What is unfamiliar was how he has kept on winning, anyway. He still outlasted Nadal in the final, and Murray in the semifinal. He still hasn’t lost at Indian Wells. I am coming to suspect that the entrenched notion that Djokovic always had the game, but just needed the belief is flawed, and lazy. The fact that it immediately shifts the discussion into the rarefied, not to say ineffable, discourse of belief should have been the first clue that there might be something awry with it. The particularities of tennis – technique, reaction-time, movement, tactics – are too quickly glossed over in favour of airy theories which cannot proved or refuted, and invariably rely upon the player’s own say-so. But maybe we’re all making it too complicated. Perhaps Djokovic is just better at playing tennis than he used to be. Perhaps he’s just become that much better at it than the other guys.

At the level at which the top players operate, it can be hard to tell, since the improvements usually come in such vanishingly small increments. So much of the Serb’s genius is in his balance, in his ability to maintain a stable foundation for his strokes even at the uttermost stretch. He’s always looked pretty spry to me, yet I’d say he is moving better than ever. His forehand is undoubtedly better. Ironically, it is one of the more underrated shots in the sport, except when it finds the line on match point down in the US Open semifinal, when we apparently cannot hear enough about it. But this moment is worth examination, since it was so widely lauded as an example of Djokovic’s now-impenetrable champion’s mentality. However, I remain convinced that the shot was launched with a mordant gallows-recklessness, which is the place Djokovic used to occupy in such situations. In that moment, he was the old, wry, bitter Djokovic, but his forehand was now just a tiny bit better, and so it found the line where once it would have missed. I cannot say whether any of this is true, but it’s worth considering. Also worth considering is the extent to which confidence stems from technical mastery, and not the other way around.

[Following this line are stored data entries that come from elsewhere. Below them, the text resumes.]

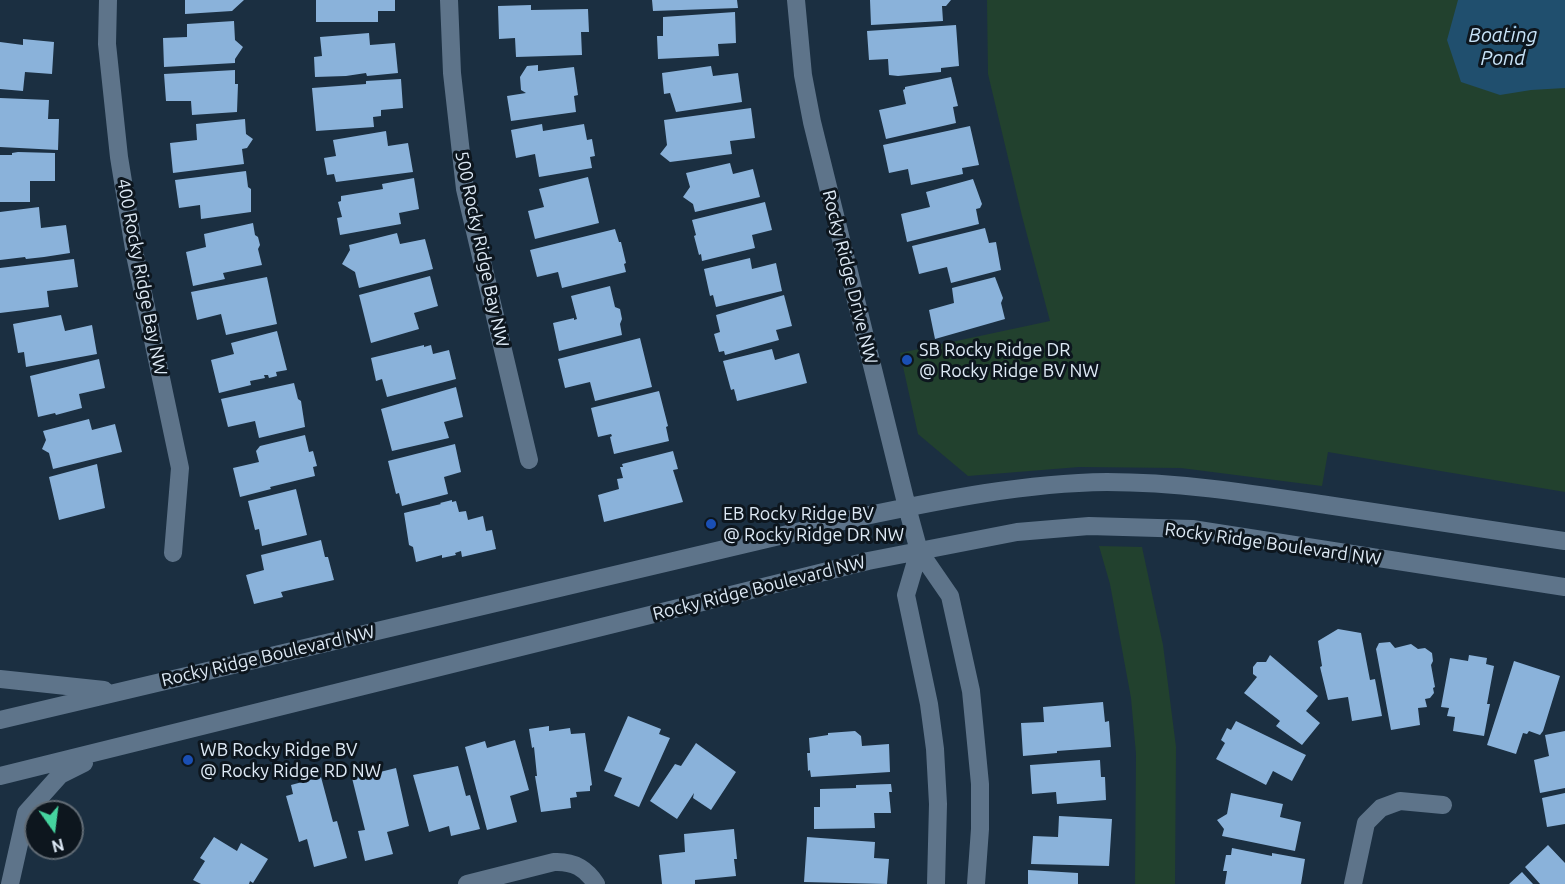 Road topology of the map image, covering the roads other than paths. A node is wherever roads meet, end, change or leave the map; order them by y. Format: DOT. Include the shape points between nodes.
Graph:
graph roads {
  1 [pos="108,0"];
  2 [pos="449,0"];
  3 [pos="796,0"];
  4 [pos="529,460"];
  5 [pos="907,507"];
  6 [pos="1565,541"];
  7 [pos="919,550"];
  8 [pos="173,554"];
  9 [pos="1565,587"];
  10 [pos="0,679"];
  11 [pos="117,692"];
  12 [pos="0,720"];
  13 [pos="116,748"];
  14 [pos="0,776"];
  15 [pos="1443,805"];
  16 [pos="10,884"];
  17 [pos="467,884"];
  18 [pos="596,884"];
  19 [pos="936,884"];
  20 [pos="976,884"];
  21 [pos="1353,884"];
  1 -- 8 [label="street, 400 Rocky Ridge Bay NW" via="107,44 119,157 135,255 180,468"];
  2 -- 4 [label="street, 500 Rocky Ridge Bay NW" via="452,73 465,189"];
  3 -- 5 [label="street, Rocky Ridge Drive NW" via="812,122"];
  5 -- 6 [label="street, Rocky Ridge Boulevard NW" via="987,491 1047,485 1167,484 1226,489"];
  5 -- 7 [label="street, Rocky Ridge Drive NW"];
  5 -- 11 [label="street, Rocky Ridge Boulevard NW"];
  7 -- 9 [label="street, Rocky Ridge Boulevard NW" via="1017,532 1089,526 1192,530"];
  7 -- 13 [label="street, Rocky Ridge Boulevard NW"];
  7 -- 19 [label="street" via="906,596 935,748"];
  7 -- 20 [label="street, Rocky Ridge Drive NW" via="950,596 971,691 980,784"];
  10 -- 11 [label="street"];
  11 -- 12 [label="street, Rocky Ridge Boulevard NW"];
  13 -- 14 [label="street, Rocky Ridge Boulevard NW"];
  13 -- 16 [label="street" via="60,775 26,813"];
  15 -- 21 [label="street" via="1400,801 1381,808 1366,823"];
  17 -- 18 [label="street" via="563,861 583,868"];
} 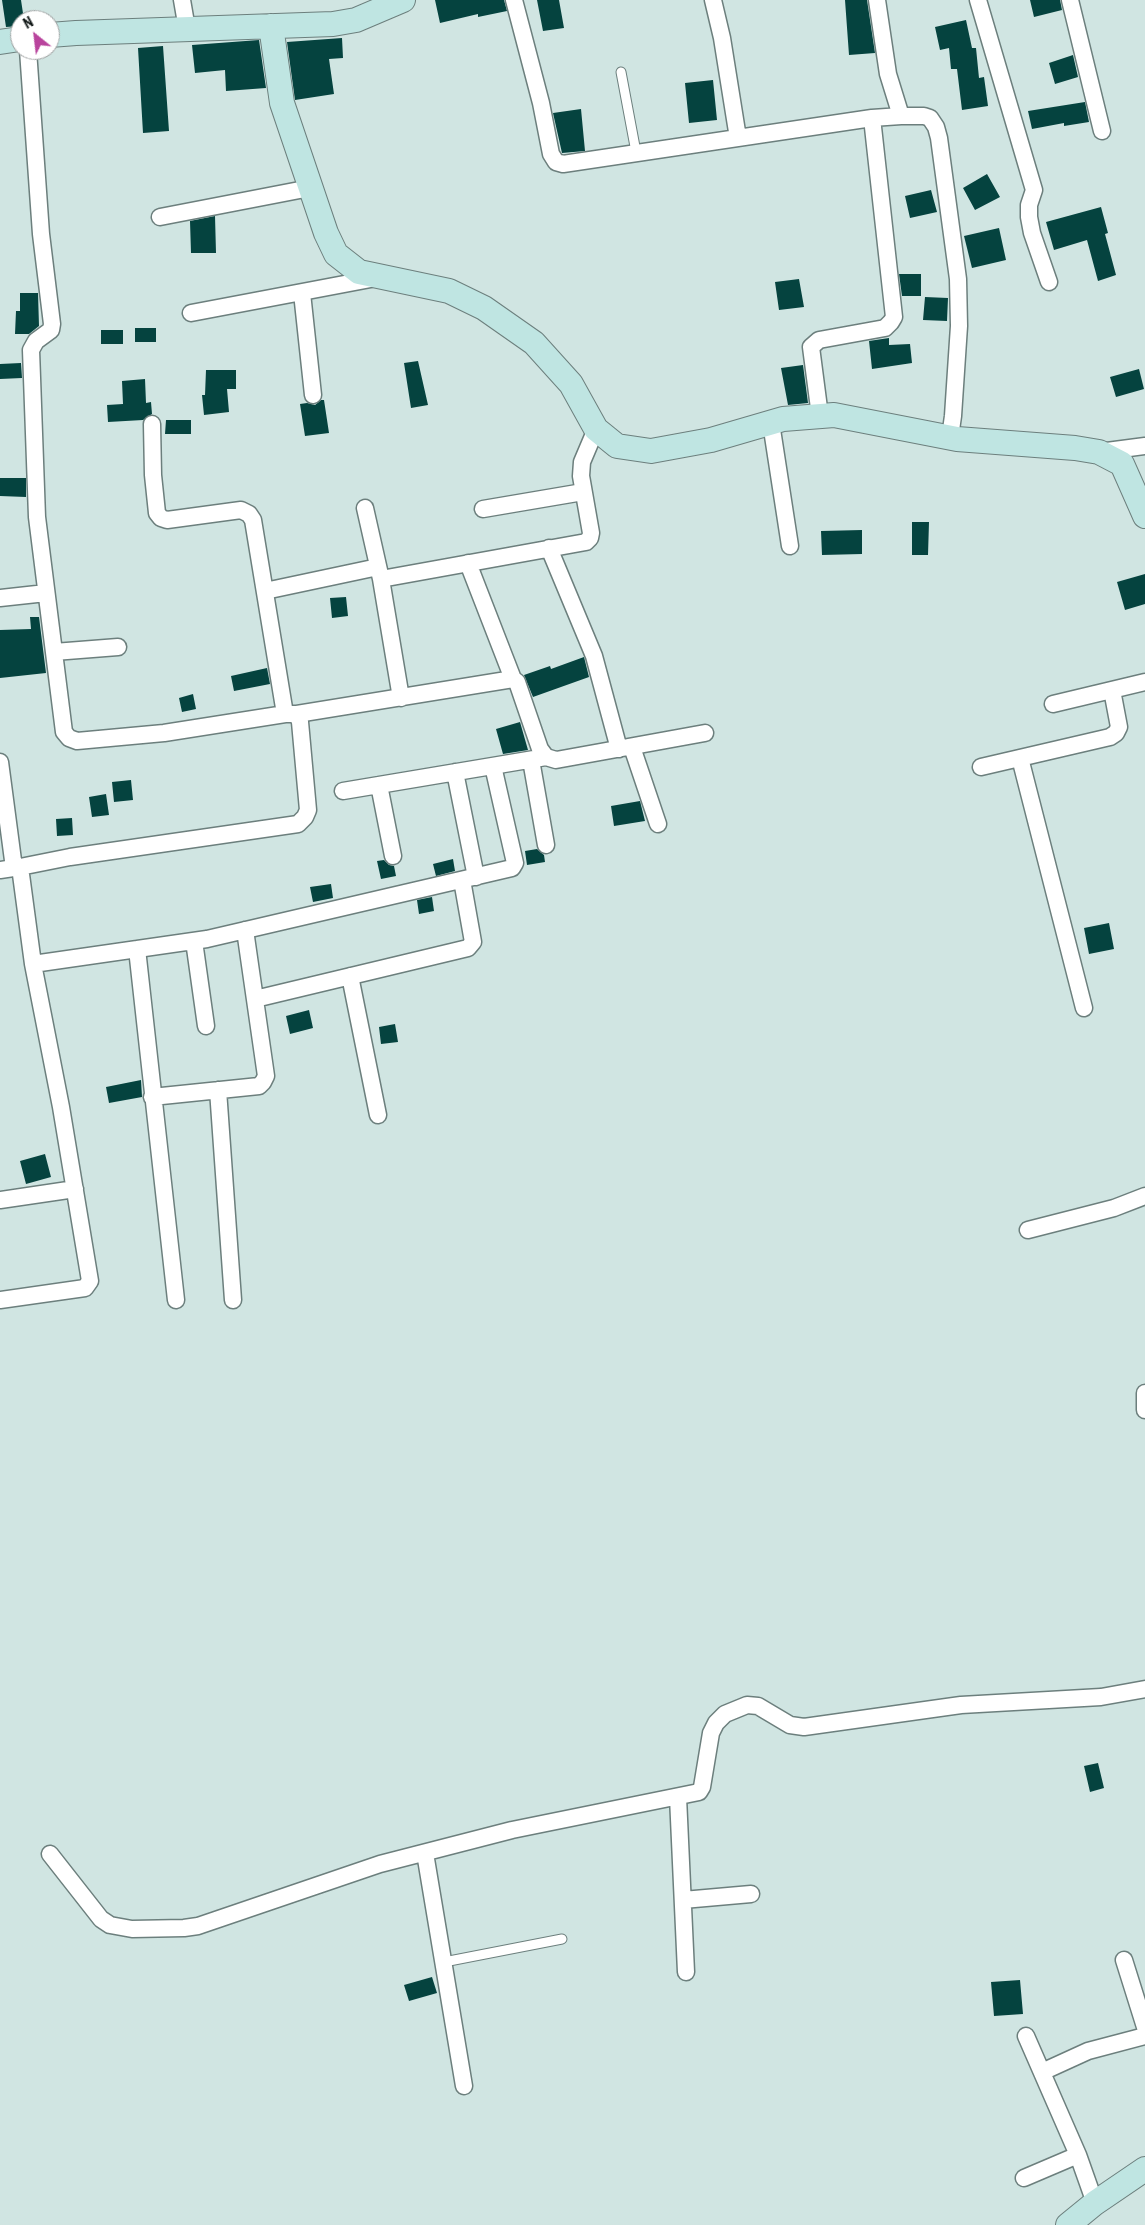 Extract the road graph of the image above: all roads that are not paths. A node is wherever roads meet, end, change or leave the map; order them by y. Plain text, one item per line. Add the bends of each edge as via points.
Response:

Today, faced with Almagro, Djokovic didn’t particularly look like last year’s inexorable victory-machine. He just looked a better player than his opponent: faster, steadier, and more technically sound. I know it’s boring to say so, but that’s mostly what tennis matches come down to. The guy who is better at it wins. This brings us back to the question of how good Djokovic actually is. If compelled to guess, I’d say that Djokovic was today operating at considerably more than 60% of his maximum intensity, although how much more I can’t say. He certainly would have beaten Troicki.